## ABOUT THIS EXERCISE
Scan the records for the word "pixel". Return each line where it is found.

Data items
※

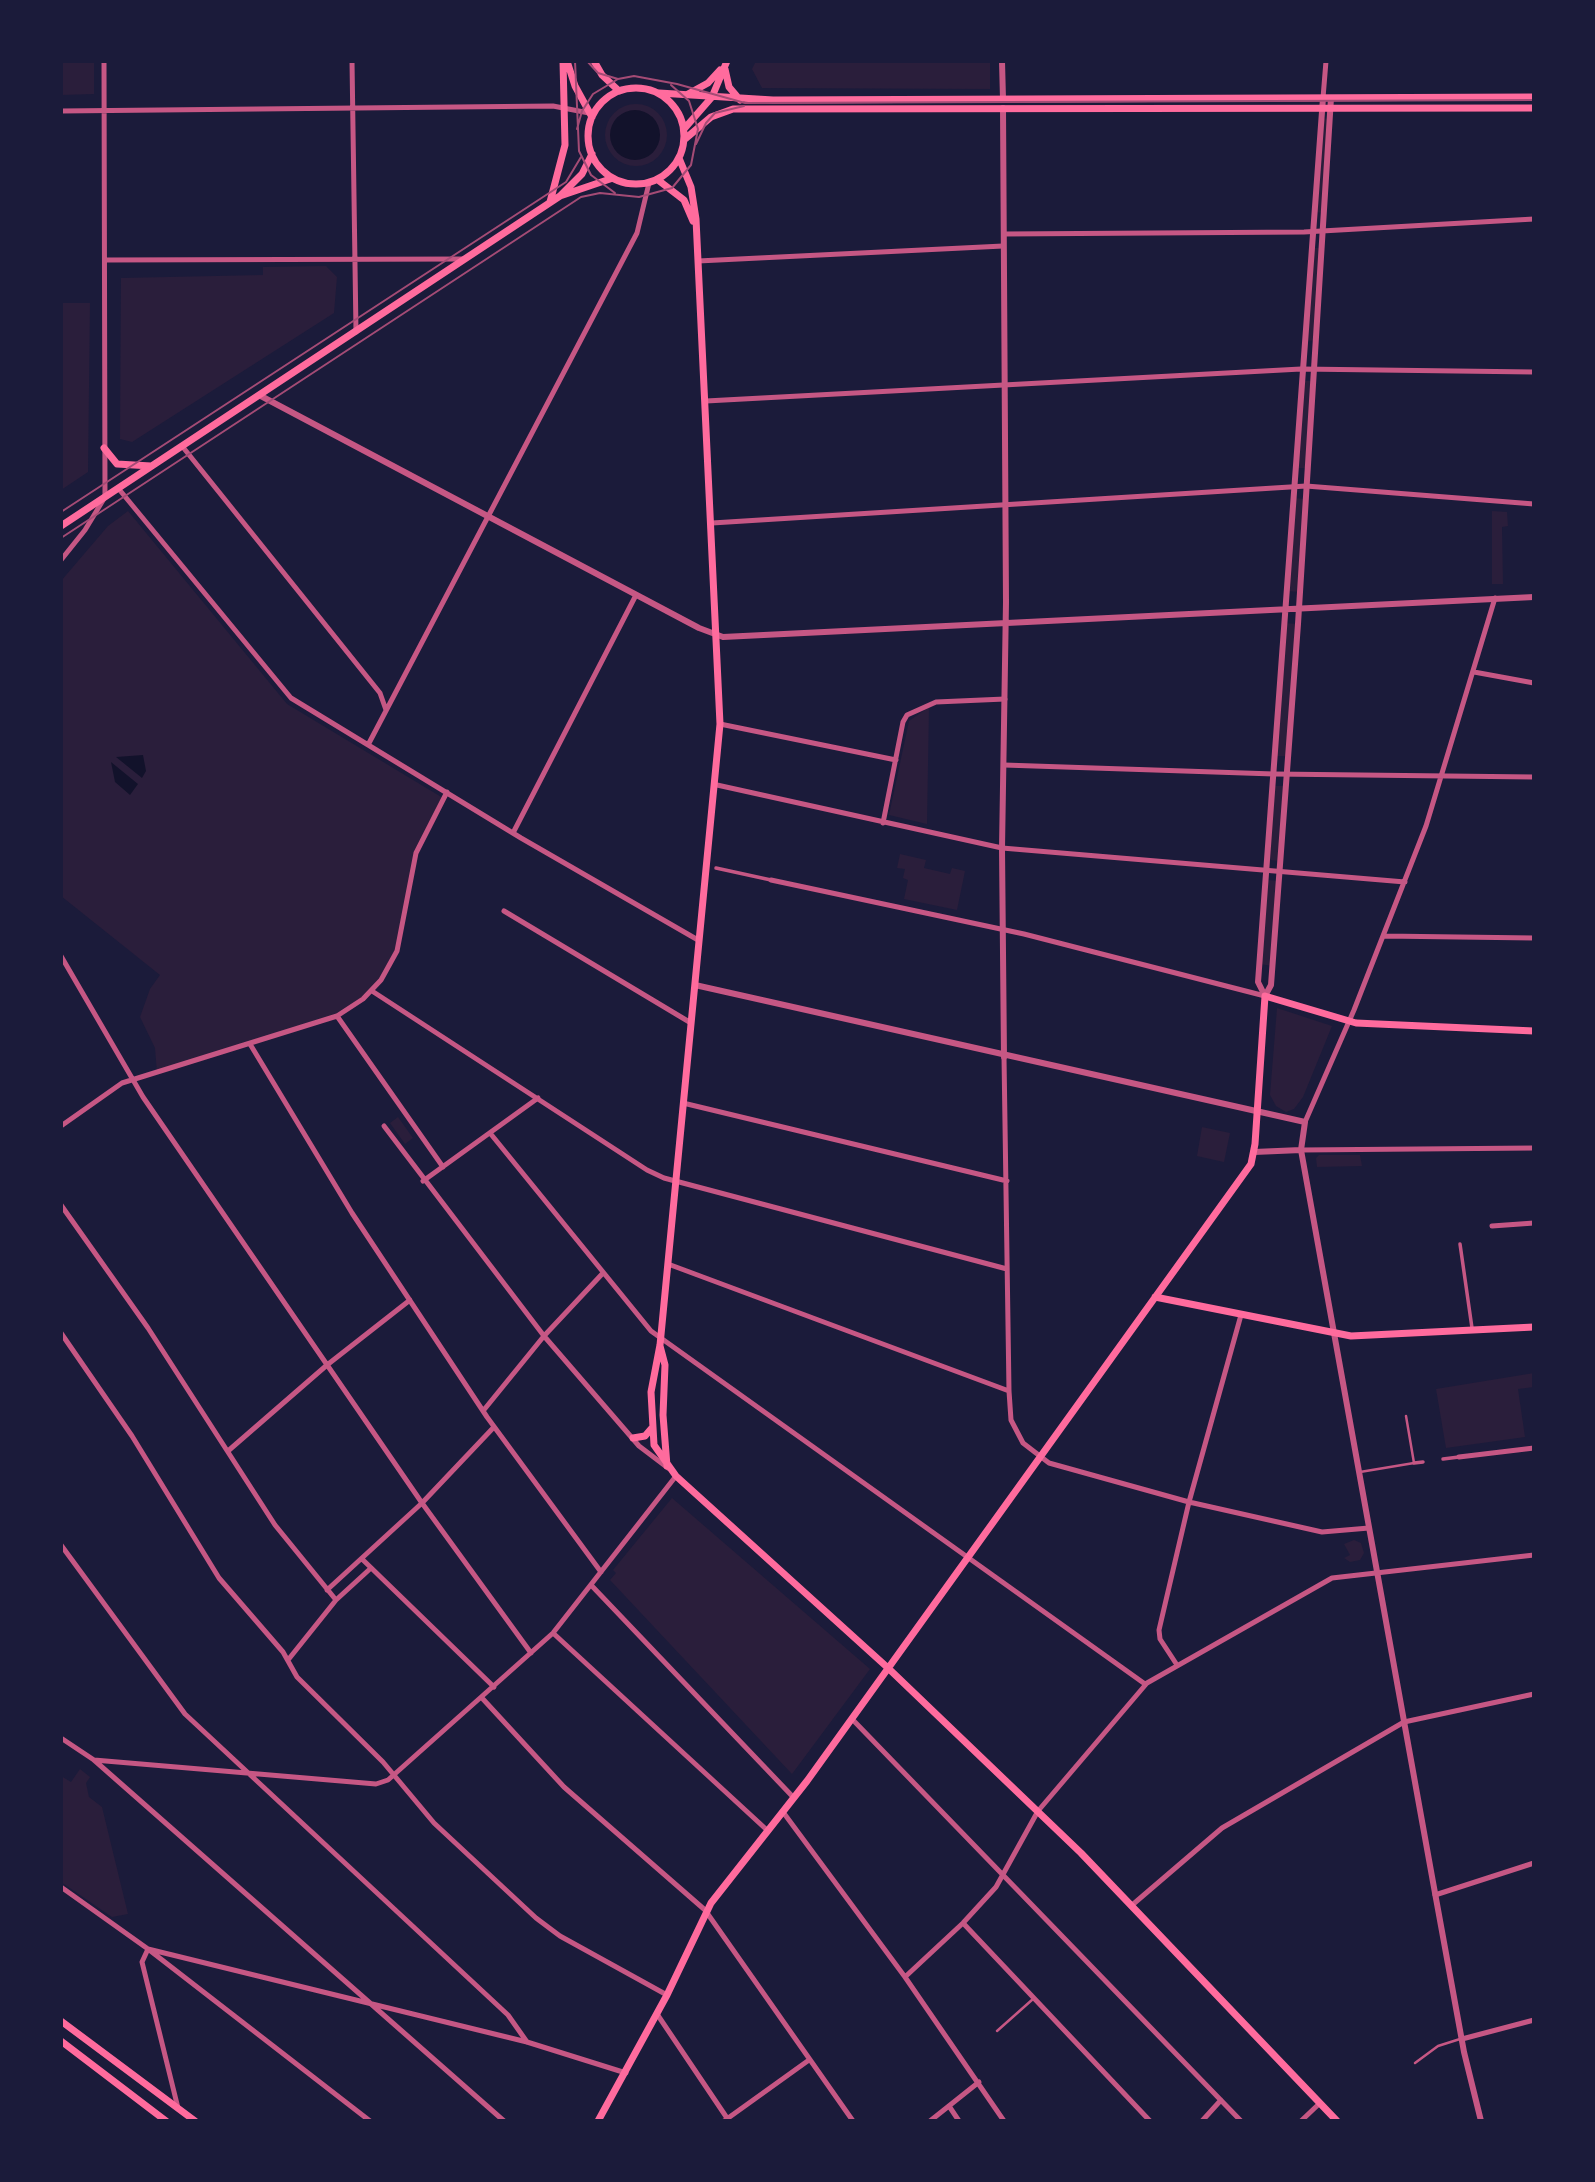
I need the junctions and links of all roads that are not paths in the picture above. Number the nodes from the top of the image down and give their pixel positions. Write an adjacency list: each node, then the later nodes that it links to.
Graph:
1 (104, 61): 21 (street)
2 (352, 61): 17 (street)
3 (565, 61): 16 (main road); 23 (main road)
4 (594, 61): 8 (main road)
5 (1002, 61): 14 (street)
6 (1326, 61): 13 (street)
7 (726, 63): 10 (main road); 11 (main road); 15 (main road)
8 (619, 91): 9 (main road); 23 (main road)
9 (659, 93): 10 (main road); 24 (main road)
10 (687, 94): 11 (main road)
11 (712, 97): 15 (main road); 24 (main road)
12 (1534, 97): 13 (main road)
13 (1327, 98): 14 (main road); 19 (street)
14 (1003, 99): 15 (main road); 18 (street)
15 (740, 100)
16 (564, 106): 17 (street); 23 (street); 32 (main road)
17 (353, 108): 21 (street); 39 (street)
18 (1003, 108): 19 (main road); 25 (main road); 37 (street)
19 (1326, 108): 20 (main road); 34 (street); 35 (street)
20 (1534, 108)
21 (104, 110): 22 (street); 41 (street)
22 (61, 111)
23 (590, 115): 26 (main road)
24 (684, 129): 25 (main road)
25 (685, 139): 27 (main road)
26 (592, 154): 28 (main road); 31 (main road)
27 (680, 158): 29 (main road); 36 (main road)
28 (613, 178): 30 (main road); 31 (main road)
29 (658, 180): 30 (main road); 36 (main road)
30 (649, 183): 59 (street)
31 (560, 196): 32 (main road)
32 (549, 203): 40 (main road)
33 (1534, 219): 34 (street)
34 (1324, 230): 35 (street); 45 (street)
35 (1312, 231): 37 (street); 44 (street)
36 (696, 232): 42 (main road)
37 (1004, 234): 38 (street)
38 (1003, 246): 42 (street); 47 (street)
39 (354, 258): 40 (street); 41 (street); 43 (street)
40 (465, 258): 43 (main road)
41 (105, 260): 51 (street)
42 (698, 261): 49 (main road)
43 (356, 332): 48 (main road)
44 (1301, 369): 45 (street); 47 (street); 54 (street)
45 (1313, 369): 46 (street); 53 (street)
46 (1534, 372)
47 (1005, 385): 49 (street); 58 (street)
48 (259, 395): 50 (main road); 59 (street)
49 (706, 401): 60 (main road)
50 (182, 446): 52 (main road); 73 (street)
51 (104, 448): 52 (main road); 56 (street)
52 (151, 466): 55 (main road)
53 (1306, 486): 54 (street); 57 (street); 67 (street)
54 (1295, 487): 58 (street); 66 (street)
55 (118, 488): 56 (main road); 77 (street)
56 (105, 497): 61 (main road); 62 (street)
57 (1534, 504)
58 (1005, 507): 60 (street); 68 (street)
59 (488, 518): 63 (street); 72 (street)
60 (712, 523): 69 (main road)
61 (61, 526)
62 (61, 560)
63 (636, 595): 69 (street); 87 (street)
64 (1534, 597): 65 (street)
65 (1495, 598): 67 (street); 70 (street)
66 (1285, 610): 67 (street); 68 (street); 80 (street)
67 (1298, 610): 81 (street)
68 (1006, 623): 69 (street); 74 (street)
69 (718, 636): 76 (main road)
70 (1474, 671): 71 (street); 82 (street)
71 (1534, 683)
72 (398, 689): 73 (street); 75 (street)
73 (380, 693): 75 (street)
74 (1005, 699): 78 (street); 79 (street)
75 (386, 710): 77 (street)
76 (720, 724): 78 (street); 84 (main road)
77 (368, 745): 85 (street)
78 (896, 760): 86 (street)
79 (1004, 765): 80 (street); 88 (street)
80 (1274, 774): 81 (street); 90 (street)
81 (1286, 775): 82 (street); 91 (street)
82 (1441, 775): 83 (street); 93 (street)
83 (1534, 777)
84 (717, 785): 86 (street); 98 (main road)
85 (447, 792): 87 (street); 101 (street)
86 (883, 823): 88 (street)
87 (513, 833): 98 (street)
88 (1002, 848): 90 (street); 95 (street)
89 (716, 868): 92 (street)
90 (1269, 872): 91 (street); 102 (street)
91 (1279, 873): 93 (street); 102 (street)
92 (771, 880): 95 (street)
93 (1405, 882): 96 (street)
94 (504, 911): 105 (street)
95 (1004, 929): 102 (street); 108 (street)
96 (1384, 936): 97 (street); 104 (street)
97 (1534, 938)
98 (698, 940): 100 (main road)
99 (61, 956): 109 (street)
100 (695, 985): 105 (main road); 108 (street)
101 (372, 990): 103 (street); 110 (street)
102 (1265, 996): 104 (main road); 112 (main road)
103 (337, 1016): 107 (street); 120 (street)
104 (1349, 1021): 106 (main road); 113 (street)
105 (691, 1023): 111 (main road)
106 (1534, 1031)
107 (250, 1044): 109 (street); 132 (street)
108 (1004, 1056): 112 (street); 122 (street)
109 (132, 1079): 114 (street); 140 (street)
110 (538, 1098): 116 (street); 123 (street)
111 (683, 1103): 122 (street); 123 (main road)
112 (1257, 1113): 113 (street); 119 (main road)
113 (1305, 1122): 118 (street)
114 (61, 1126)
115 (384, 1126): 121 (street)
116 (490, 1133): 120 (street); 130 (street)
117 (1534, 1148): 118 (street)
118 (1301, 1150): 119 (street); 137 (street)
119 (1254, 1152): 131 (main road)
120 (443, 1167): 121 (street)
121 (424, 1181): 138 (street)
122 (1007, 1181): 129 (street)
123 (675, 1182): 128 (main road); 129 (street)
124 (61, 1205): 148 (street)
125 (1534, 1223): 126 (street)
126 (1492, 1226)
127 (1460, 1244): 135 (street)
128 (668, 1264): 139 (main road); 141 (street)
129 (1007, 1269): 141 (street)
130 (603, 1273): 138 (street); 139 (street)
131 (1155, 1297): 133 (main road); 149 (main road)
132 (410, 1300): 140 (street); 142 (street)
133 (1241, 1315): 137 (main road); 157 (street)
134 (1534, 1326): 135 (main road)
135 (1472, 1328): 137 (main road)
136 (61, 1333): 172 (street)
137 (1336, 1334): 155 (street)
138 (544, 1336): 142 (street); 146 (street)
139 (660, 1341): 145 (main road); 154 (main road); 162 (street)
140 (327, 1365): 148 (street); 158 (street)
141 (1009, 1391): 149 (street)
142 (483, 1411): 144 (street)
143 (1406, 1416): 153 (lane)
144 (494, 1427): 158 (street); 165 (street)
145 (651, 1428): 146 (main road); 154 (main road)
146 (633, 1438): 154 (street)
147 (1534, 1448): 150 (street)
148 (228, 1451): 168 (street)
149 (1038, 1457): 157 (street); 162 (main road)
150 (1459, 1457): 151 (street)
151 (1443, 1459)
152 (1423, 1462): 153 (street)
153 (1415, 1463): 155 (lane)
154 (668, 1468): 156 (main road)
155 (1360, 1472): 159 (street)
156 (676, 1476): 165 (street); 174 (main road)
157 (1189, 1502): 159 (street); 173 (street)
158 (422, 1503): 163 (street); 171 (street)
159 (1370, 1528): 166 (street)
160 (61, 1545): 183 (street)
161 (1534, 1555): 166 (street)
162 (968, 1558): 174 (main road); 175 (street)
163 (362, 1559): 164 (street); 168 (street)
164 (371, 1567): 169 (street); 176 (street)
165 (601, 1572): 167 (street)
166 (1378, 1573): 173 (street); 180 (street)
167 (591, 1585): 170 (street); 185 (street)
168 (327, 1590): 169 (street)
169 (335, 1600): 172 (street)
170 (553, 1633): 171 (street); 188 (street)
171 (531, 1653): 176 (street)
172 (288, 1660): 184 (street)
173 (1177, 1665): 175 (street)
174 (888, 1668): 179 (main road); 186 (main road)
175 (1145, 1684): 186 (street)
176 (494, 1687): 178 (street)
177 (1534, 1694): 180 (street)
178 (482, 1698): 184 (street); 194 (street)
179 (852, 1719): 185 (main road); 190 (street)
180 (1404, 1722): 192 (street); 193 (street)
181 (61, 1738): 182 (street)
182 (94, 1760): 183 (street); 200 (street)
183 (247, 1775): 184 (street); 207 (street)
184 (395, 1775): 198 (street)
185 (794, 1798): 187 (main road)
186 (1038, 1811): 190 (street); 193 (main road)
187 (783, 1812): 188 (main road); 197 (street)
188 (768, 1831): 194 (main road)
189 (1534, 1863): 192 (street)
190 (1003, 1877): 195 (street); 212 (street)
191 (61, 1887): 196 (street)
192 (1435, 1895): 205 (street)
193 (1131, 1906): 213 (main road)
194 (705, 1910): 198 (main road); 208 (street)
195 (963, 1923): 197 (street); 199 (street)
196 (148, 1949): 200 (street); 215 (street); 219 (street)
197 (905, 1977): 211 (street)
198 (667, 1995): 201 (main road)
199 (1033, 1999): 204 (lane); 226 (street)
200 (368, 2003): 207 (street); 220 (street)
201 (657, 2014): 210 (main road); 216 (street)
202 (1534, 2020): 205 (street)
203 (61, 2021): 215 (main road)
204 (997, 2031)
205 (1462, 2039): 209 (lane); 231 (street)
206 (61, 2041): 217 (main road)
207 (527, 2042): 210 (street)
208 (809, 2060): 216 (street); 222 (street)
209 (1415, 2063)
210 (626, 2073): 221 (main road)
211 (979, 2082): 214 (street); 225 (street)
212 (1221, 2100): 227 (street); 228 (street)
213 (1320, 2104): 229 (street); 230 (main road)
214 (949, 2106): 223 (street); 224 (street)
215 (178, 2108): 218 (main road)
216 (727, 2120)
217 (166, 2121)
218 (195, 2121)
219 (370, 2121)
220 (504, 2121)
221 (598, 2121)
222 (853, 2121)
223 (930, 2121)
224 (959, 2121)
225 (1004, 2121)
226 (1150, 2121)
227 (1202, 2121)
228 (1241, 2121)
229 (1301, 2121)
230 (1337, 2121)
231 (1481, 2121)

※

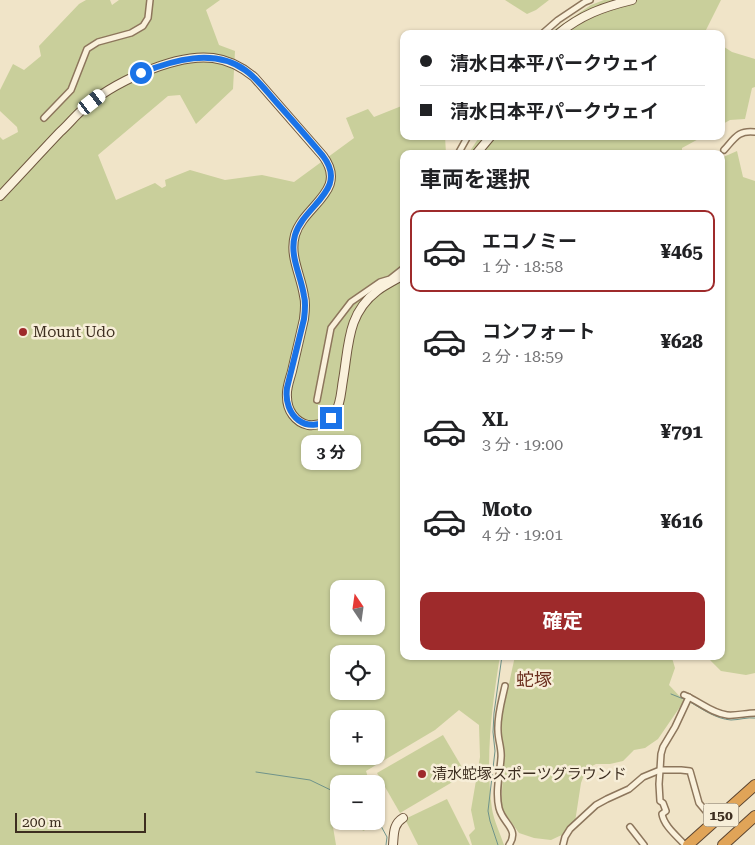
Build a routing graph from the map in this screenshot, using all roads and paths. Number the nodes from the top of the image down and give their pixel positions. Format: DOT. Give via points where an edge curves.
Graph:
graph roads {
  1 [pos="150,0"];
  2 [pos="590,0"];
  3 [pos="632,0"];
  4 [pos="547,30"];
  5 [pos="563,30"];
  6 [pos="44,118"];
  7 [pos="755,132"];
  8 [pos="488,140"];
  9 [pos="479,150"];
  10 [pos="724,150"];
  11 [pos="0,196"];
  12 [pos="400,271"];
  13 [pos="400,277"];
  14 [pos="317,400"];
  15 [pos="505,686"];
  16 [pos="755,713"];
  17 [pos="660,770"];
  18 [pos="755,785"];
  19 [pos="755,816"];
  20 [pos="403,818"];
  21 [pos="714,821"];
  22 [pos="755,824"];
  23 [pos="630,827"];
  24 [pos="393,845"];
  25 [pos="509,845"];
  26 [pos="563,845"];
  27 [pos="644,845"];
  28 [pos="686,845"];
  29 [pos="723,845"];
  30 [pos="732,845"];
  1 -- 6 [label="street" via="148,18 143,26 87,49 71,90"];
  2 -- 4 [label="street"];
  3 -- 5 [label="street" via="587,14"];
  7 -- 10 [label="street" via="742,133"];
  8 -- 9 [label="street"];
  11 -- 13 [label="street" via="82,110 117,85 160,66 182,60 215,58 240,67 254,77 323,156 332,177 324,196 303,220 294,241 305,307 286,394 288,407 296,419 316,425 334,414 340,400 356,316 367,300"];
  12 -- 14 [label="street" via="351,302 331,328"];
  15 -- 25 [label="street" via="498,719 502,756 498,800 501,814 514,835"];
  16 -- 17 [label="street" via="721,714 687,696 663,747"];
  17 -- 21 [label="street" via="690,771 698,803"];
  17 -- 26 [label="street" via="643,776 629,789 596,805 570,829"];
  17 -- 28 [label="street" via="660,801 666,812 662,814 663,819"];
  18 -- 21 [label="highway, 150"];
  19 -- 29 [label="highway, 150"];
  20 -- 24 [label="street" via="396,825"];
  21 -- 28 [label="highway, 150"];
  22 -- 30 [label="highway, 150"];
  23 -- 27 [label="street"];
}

※

## RESULT FOR THIS TASK
I need the junctions and links of all roads that are not paths in the picture above. Number the nodes from the top of the image down and give their pixel positions. Write an adjacency list: each node, then the later nodes that it links to.
Build a routing graph from the map in this screenshot, using all roads and paths. Number the nodes from the top of the image down and give their pixel positions. Format: DOT. Give via points where an edge curves.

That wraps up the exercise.